» TASK PROMPT: Each record should be reproduced exactly.

Dataset excerpts:
• • • • •

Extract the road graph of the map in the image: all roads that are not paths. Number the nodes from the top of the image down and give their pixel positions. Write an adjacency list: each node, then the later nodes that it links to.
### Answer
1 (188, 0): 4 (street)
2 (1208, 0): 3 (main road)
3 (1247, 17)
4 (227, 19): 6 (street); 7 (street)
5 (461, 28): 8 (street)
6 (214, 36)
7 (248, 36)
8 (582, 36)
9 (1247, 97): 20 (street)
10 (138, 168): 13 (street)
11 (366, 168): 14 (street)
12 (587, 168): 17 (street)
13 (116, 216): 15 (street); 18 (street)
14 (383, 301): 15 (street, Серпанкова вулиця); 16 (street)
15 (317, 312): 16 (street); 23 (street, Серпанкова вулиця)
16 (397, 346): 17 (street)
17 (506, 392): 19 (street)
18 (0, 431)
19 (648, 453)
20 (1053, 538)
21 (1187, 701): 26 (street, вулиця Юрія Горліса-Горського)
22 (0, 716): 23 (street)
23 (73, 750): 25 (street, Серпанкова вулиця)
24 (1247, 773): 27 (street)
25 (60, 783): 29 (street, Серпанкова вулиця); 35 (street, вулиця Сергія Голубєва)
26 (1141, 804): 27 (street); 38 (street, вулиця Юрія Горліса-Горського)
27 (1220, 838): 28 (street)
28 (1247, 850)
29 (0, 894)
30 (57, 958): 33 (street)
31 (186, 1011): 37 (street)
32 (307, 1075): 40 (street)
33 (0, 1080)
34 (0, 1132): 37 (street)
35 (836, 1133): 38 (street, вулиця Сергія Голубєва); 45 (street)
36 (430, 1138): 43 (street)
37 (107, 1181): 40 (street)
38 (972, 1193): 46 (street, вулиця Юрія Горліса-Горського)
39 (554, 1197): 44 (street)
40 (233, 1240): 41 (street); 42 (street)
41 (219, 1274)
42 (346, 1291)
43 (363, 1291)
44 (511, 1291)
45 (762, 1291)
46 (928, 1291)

• • • • •

» SOLUTION TO THIS PROBLEM:
Extract the road graph of the map in the image: all roads that are not paths. Number the nodes from the top of the image down and give their pixel positions. Write an adjacency list: each node, then the later nodes that it links to.
### Answer
1 (188, 0): 4 (street)
2 (1208, 0): 3 (main road)
3 (1247, 17)
4 (227, 19): 6 (street); 7 (street)
5 (461, 28): 8 (street)
6 (214, 36)
7 (248, 36)
8 (582, 36)
9 (1247, 97): 20 (street)
10 (138, 168): 13 (street)
11 (366, 168): 14 (street)
12 (587, 168): 17 (street)
13 (116, 216): 15 (street); 18 (street)
14 (383, 301): 15 (street, Серпанкова вулиця); 16 (street)
15 (317, 312): 16 (street); 23 (street, Серпанкова вулиця)
16 (397, 346): 17 (street)
17 (506, 392): 19 (street)
18 (0, 431)
19 (648, 453)
20 (1053, 538)
21 (1187, 701): 26 (street, вулиця Юрія Горліса-Горського)
22 (0, 716): 23 (street)
23 (73, 750): 25 (street, Серпанкова вулиця)
24 (1247, 773): 27 (street)
25 (60, 783): 29 (street, Серпанкова вулиця); 35 (street, вулиця Сергія Голубєва)
26 (1141, 804): 27 (street); 38 (street, вулиця Юрія Горліса-Горського)
27 (1220, 838): 28 (street)
28 (1247, 850)
29 (0, 894)
30 (57, 958): 33 (street)
31 (186, 1011): 37 (street)
32 (307, 1075): 40 (street)
33 (0, 1080)
34 (0, 1132): 37 (street)
35 (836, 1133): 38 (street, вулиця Сергія Голубєва); 45 (street)
36 (430, 1138): 43 (street)
37 (107, 1181): 40 (street)
38 (972, 1193): 46 (street, вулиця Юрія Горліса-Горського)
39 (554, 1197): 44 (street)
40 (233, 1240): 41 (street); 42 (street)
41 (219, 1274)
42 (346, 1291)
43 (363, 1291)
44 (511, 1291)
45 (762, 1291)
46 (928, 1291)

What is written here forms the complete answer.